Malgré l’absence de qualification pour la prestigieuse Ligue des Champions au terme d’un exercice haletant, l’Olympique de Marseille s’apprête à dicter sa loi sur le marché des transferts. Pas question pour le club olympien de brader ses plus beaux actifs sous prétexte de vaches maigres financières, et l’état-major compte bien se servir de sa vitrine pour renflouer les caisses. Au cœur de toutes les attentions, le feuilleton entourant l’avenir de Mason Greenwood vient de s’accélérer brutalement.
Auteur d’une saison stratosphérique bouclée avec un bilan de 26 buts et 11 passes décisives en 45 apparitions toutes compétitions confondues, l’international anglais a totalement relancé sa carrière sur la Canebière, devenant la valeur marchande la plus élevée de l’effectif et une cible prioritaire pour plusieurs cadors du continent. Face à cette effervescence, le tout nouveau directeur sportif marseillais, Grégory Lorenzi, a officiellement tranché en fixant le prix de départ de son joyau offensif.

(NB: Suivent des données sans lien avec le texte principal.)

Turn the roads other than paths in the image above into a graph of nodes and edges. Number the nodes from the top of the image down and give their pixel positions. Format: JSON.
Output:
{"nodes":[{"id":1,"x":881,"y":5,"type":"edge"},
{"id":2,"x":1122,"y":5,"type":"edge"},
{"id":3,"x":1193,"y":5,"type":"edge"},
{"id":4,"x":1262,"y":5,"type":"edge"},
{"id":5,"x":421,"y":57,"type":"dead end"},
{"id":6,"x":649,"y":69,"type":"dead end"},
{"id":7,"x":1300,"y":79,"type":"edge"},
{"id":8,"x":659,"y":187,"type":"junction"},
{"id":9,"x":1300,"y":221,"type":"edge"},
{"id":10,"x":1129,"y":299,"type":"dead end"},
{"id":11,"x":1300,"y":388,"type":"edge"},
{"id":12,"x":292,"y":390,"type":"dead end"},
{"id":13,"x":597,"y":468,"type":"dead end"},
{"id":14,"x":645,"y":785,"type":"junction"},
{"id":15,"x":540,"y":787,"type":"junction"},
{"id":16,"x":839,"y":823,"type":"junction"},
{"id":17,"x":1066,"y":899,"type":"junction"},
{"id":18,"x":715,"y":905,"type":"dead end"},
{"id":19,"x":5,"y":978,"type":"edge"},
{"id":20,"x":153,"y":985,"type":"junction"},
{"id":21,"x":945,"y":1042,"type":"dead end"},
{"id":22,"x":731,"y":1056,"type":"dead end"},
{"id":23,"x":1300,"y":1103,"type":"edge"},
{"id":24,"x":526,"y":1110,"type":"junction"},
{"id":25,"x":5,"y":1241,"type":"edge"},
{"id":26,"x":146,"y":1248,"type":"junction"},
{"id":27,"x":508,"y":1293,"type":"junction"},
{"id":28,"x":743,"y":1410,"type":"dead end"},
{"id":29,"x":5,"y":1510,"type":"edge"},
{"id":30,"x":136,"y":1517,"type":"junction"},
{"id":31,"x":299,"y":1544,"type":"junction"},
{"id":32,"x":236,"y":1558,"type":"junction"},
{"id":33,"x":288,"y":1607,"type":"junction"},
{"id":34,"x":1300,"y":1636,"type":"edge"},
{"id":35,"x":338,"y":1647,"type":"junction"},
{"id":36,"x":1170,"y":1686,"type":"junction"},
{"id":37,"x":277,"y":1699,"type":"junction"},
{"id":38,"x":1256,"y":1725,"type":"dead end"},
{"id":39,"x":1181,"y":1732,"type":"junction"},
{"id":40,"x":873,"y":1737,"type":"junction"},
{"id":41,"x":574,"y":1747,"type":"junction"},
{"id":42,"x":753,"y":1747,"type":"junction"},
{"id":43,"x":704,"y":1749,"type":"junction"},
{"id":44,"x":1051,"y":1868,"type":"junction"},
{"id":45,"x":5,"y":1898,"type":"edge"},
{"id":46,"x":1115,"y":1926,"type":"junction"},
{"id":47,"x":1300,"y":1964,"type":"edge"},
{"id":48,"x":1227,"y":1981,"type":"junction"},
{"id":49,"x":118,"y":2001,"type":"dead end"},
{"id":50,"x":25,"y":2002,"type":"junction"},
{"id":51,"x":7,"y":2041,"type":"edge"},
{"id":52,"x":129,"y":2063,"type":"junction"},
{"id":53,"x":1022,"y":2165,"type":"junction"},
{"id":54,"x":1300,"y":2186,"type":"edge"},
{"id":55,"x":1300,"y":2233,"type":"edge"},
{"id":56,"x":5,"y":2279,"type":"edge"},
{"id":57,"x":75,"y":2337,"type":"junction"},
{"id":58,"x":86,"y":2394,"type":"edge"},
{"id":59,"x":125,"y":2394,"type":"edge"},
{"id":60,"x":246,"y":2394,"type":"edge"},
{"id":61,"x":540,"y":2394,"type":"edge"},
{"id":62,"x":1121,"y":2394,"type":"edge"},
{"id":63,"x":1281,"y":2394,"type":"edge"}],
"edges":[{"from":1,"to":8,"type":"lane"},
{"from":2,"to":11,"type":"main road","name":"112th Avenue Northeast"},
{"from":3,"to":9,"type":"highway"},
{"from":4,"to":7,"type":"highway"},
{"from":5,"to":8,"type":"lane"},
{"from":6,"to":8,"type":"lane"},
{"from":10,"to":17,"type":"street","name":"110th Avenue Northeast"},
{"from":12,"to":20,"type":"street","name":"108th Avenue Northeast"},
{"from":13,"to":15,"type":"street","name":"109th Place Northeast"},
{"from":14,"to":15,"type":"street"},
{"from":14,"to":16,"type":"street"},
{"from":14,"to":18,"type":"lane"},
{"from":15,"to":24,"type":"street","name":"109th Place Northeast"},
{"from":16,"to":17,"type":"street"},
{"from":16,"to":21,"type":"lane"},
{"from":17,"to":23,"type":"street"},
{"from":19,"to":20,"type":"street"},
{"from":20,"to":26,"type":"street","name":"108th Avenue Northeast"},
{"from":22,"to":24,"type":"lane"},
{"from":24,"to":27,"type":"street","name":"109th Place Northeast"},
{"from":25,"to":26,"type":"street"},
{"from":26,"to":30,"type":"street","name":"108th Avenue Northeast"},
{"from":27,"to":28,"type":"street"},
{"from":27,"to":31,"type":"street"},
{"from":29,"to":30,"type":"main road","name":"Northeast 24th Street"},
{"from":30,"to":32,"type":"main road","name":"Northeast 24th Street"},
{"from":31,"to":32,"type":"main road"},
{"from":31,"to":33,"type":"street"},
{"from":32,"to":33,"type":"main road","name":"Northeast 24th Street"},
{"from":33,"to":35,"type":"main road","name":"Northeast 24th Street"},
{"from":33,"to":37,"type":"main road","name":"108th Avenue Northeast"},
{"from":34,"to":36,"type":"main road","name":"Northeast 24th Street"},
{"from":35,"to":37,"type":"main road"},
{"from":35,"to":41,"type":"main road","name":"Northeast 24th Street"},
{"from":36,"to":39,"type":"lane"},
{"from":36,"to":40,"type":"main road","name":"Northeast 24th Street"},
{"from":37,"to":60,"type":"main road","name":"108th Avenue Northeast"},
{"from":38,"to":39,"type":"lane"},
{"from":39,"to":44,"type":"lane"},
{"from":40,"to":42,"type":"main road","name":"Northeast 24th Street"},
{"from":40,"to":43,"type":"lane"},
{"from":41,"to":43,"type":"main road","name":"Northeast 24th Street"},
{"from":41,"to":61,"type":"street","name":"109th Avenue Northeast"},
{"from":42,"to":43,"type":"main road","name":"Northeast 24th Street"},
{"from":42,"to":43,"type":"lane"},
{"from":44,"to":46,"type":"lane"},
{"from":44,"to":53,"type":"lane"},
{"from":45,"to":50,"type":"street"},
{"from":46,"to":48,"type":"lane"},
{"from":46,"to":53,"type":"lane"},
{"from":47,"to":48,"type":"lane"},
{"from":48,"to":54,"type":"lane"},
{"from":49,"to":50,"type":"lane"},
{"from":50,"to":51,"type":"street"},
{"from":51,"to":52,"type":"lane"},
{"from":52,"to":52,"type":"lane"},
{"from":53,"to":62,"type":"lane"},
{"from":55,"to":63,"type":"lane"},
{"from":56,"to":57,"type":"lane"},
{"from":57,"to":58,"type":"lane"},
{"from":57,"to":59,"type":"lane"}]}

La barre est fixée à 55 millions d’euros pour faire céder l’Italie et la Turquie
Selon les révélations concordantes de Sky Sport et du spécialiste du mercato Fabrizio Romano, l’OM exige la somme minimale de 55 millions d’euros, bonus compris, pour ouvrir la porte à un transfert de son numéro 10. Ce montant particulièrement élevé s’explique par une contrainte contractuelle majeure : lors du deal initial en 2024, Manchester United avait intelligemment inclus un pourcentage de 40 % sur une future revente. Pour empocher une plus-value nette substantielle et amortir le départ de son dynamiteur, la direction phocéenne se voit donc obligée de maintenir des exigences maximales. Une fermeté assumée par Grégory Lorenzi dans les colonnes de L’Équipe, rappelant que si une grande réflexion était en cours, l’institution marseillaise défendrait ses intérêts jusqu’au bout.
Cette intransigeance commence déjà à faire jaser de l’autre côté des Alpes, où l’AS Roma fait le forcing pour arracher la signature de l’attaquant. Qualifiée pour la prochaine Ligue des Champions, la Louve a fait de l’Anglais sa priorité absolue pour offrir à son nouvel entraîneur, Gian Piero Gasperini, le leader d’attaque qu’il réclame.